Google has a stated aim to ‘organise the world’s information and make it universally accessible and useful.” As Cindy pointed out, the word ‘website’ does not appear in that phrase. So we can assume that wherever it can provide that information within it's platform, it's going to use all the tools at it's disposal to do so.
Is all lost? Well, no – not if you have a product to sell or service which Google can’t easily layer itself on top of. If your model is to build what Jono calls ‘content castles’ – huge stores of knowledge which you monetise through advertising – then I’m sorry, but Google and Facebook are still here to eviscerate you.
Voice slow to conquer retail
On the retail front, there may be some breathing room for now. While consumers are being won over to the benefits of voice assistants, they appear to have been slow to incorporate them into their shopping habits. It’s a new behaviour and so we’d expect it to require a period of adjustment before people come to fully embrace the act of asking Alexa or Google to carry out transactions on their behalf. Perhaps there will need to be changes to the process to allay fears of inadvertent doll’s house purchases among other things.
Jes also talked about the direct applications of AI for marketing purposes – specifically the way in which, if we can cease to conflate automation with intelligence, we have the opportunity to not only save time but to actually improve on marketing KPIs.
There has always been a tension created by the ways in which technology, while opening new avenues, also makes old processes and sources of revenue redundant. As ever, businesses that operate online will find the only consistency is the fact that the online landscape continues to change. Adaptability and maintaining a meaningful connection with customers that engenders loyalty will offset the platforms’ moves to consolidate their ever-growing grip on our attention.
Elsewhere on the agenda we saw some great insight from Unbounce's Olie Gardner who described a much more thorough approach to personalisation where a few simple choices made by your viewer might lead to a significantly more tailored browsing experience. Perhaps the use-case examples or even testimonials would dynamically spring the correct business sector so as to be more persuasive, for example.
He also underlined the importance of navigation. When viewers reach your content as opposed to your product pages, they may not fully understand what your company offers. The bog standard corporate website navigation structure rarely gives you this at a glance so they experimented with dedicated button-based navigation for their content pages which led to an uptick in visitors browsing through from content pages to product areas.

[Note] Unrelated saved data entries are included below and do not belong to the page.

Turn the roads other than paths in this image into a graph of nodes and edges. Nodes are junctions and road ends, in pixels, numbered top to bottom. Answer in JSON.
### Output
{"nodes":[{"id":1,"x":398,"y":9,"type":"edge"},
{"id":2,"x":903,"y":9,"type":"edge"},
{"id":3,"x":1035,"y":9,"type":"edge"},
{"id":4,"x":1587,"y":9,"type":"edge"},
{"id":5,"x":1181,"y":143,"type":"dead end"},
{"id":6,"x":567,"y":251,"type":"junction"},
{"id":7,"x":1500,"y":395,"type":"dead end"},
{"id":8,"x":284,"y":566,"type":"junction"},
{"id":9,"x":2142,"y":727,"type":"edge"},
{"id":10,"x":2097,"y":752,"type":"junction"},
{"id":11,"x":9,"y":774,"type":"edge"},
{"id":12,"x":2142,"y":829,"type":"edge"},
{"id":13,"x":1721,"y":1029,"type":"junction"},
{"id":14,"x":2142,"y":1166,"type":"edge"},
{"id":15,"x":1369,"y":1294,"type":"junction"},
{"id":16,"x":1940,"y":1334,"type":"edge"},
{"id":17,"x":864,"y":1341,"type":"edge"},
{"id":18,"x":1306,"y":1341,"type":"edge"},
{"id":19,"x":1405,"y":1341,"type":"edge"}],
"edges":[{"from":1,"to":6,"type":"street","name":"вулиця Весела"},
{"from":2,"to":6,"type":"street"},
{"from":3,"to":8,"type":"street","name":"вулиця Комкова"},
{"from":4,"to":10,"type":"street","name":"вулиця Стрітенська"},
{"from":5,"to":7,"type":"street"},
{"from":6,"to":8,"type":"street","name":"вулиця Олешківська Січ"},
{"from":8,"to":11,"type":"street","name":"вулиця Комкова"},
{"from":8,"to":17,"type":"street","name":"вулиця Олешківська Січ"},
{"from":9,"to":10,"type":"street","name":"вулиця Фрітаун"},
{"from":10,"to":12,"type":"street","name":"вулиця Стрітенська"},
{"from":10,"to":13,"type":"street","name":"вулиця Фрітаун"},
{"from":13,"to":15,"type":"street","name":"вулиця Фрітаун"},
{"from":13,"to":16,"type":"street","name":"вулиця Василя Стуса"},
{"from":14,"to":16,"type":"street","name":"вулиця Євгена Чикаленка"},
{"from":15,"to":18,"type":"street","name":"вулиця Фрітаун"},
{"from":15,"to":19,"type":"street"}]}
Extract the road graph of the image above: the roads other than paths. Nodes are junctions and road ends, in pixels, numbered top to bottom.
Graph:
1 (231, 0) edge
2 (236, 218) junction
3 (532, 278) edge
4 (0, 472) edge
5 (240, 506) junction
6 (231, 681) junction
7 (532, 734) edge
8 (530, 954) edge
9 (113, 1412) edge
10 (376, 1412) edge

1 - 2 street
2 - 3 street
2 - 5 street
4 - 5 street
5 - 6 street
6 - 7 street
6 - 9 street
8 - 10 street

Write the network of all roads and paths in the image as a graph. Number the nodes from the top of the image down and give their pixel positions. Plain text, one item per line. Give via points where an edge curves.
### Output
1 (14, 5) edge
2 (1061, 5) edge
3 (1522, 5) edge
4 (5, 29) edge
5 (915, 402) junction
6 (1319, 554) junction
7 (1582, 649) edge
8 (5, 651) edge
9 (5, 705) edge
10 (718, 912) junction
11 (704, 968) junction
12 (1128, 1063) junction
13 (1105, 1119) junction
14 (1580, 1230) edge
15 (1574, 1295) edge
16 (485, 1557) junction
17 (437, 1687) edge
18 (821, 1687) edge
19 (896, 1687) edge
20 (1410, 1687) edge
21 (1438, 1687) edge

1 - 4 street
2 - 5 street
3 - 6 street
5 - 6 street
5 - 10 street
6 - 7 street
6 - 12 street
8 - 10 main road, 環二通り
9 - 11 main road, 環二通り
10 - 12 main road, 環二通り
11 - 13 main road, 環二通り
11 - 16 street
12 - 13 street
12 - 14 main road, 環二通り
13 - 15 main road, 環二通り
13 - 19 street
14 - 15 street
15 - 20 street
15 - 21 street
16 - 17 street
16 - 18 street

The keynote was given by Rand Fishkin formerly of Moz, and now busy building his new enterprise SparkToro. His focus was on launching products and, as well as discussing the nature of great teams – hint: it's not what any of the soundbite merchants would have you believe.
He floated the idea that somewhere between the traditional high profile launch and the Minimum Viable Product (MVP) launch beloved of tech startups there is room for the Excellent Viable Product. This was described as a standard that works for smaller businesses who may have less to lose than the bigger players but who still have a reputation that would be jeopardised when loyal existing users were exposed to an MVP which may be seen as low quality. He also overlapped with Jono's presentation in that brand storytelling was a big part of how he likes to see new products launched – putting something people can connect with emotionally before talk of benefits and features.
All in all, it was a very worthwhile day and I'll certainly be looking forward to reviewing the presentations and booking in again for next year.